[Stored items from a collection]
.....

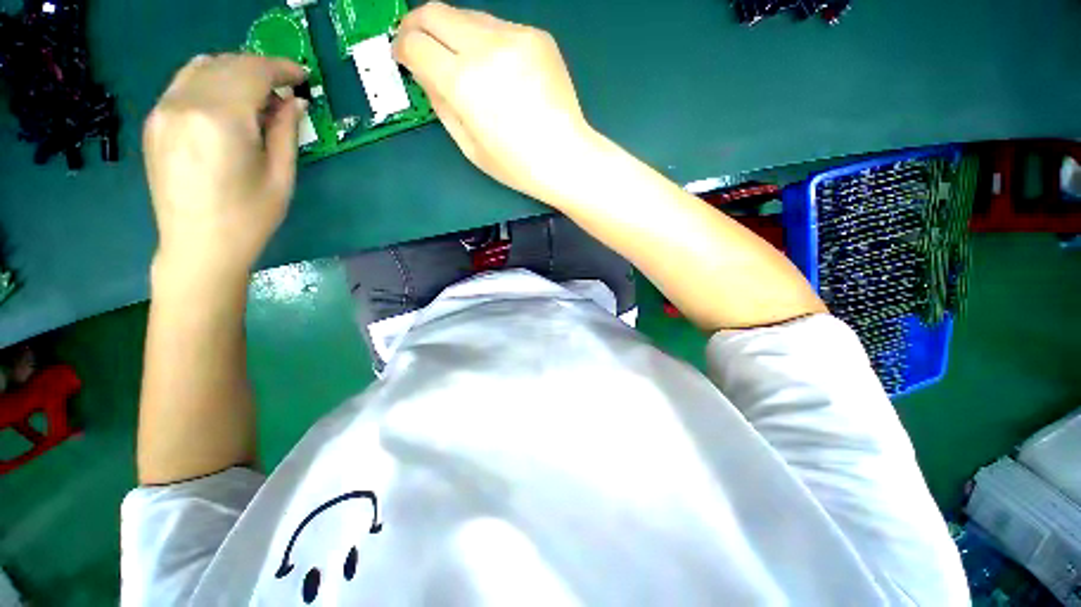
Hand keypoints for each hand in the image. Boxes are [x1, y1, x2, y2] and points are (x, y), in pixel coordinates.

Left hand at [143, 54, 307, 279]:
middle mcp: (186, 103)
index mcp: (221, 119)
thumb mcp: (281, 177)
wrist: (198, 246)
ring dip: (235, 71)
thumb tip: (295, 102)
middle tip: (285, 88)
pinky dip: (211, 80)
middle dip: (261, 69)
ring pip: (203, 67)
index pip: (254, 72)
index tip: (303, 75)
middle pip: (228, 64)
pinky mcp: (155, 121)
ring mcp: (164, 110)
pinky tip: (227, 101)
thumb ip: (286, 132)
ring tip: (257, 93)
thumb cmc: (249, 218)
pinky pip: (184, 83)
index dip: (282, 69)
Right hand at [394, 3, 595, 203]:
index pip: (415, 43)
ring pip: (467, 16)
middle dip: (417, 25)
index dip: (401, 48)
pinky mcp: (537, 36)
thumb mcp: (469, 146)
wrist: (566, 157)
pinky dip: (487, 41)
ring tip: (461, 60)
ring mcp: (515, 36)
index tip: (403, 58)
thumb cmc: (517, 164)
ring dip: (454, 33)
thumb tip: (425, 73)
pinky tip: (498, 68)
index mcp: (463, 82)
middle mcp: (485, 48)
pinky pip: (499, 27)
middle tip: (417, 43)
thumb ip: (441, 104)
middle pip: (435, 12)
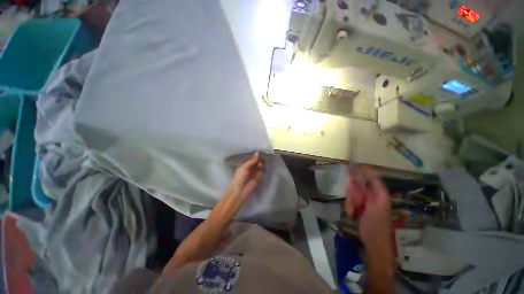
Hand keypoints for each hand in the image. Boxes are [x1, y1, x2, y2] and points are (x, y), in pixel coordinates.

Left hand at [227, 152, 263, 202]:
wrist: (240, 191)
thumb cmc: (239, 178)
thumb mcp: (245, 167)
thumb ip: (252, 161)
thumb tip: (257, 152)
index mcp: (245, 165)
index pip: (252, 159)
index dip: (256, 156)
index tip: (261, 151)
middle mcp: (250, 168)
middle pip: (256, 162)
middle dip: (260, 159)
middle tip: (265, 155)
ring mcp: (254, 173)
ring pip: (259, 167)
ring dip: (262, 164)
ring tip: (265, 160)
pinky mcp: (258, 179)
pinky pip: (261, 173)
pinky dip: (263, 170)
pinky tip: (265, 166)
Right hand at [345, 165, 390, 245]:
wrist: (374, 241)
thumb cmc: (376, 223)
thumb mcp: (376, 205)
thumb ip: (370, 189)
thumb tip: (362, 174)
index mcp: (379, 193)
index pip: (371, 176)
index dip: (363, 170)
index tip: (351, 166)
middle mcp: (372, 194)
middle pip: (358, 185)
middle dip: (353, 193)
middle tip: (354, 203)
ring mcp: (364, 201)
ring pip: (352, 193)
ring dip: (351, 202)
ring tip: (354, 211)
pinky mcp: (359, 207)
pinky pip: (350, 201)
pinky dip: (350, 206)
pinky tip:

.....

Task to carry out: What must be transcribed is the run of lines from the one containing "pinky mcp: (258, 179)" to the last line of the data above, inclusive, and only that.

Task answer:
pinky mcp: (258, 179)
pinky pip: (261, 173)
pinky dip: (263, 170)
pinky tip: (265, 166)
Right hand at [345, 165, 390, 245]:
wrist: (374, 241)
thumb cmc: (376, 223)
thumb mcp: (376, 205)
thumb ip: (370, 189)
thumb tip: (362, 174)
index mcp: (379, 193)
index pip: (371, 176)
index dip: (363, 170)
index tip: (351, 166)
middle mcp: (372, 194)
middle pip: (358, 185)
middle dip: (353, 193)
middle tip: (354, 203)
ring mcp: (364, 201)
ring pip: (352, 193)
ring dip: (351, 202)
ring tip: (354, 211)
pinky mcp: (359, 207)
pinky pip: (350, 201)
pinky dip: (350, 206)
pinky tip:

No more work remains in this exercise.